Per NCAA transfer rules, Davis will have to sit out a season. That’s fine with him. He said Thursday he had hoped to redshirt during his freshman year at UMass, but the coaching staff had other ideas, playing Davis in 10 of the Minutemen’s 12 games last season.

“I feel like with a year off lifting weights, getting bigger and faster, it will really help me,” the 5-foot-10, 185-pound Davis said. “It’ll help me become an overall better football player.”

Davis rushed for 1,446 yards and 17 touchdowns as a Heritage senior. As a UMass freshman, he ran for 191 yards on 50 carries and scored twice. Fifteen of those touches and his first career touchdown came during UMass’ loss at nationally ranked Texas Tech.

Childress back

Liberty’s 2005 game at Connecticut was well out of hand by the time then-Flames coach Ken Karcher put freshman linebacker Ian Childress on the field.

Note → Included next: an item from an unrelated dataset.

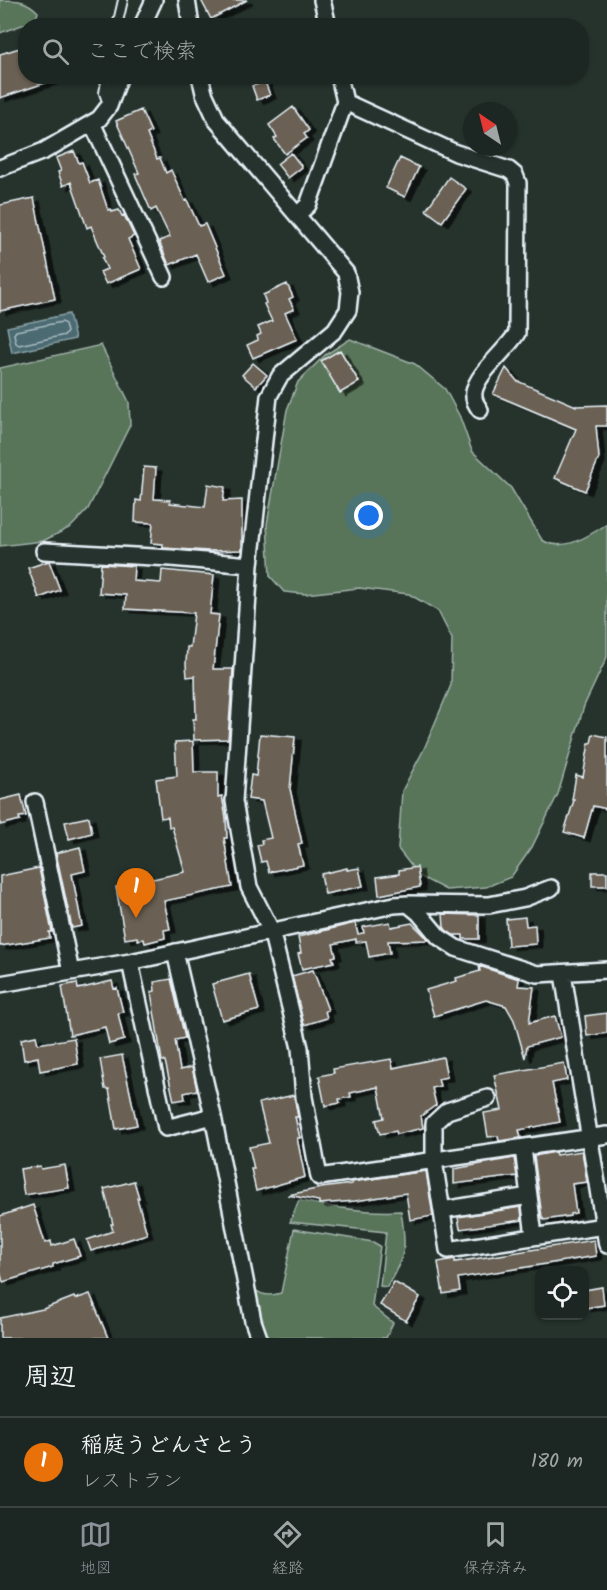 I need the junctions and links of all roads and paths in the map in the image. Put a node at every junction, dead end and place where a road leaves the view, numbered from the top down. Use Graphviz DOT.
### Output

Childress hurt his hand that day and never played another down that year. The season, it seemed, was a total loss for Childress. But the linebacker quietly appealed to the NCAA for a medical hardship season, a request that was granted earlier this week, meaning Childress’ Liberty career is not over.

Childress was Liberty’s fourth leading tackler a year ago with 59 stops and was second on the team with 3 ½ sacks. He’ll likely regain his starting strongside linebacker role.

“We’re really excited about it,” LU coach Danny Rocco said. “He came on real strong last year and had an outstanding year for us. He’s just going to give us the kind of quality depth we’re going to need at that linebacker position. We feel like we’re in great shape, two deep at every spot, with guys who have played or have started in the past.”

Gordon signs

Evan Gordon, the son of former Liberty standout Eric Gordon and the younger brother of Los Angeles Clippers guard Eric Gordon, Jr., has signed a national letter of intent to play basketball at Liberty.

“Evan brings great poise, toughness and defensive ability to our backcourt,” Liberty coach Dale Layer said. “He possesses athletic ability and a scoring potential that will help us in a lot of ways.”

Evan Gordon comes to Liberty from Hargrave Military Academy, where he played on the post-graduate team as a 12th grader. Gordon averaged 13.0 points and 6.0 assists per game for a Tiger team that featured 10 Division I signees on its 12-man roster.

Gordon, who plays both guard positions, also drew interest from Butler, Detroit, Penn State, San Diego and Xavier.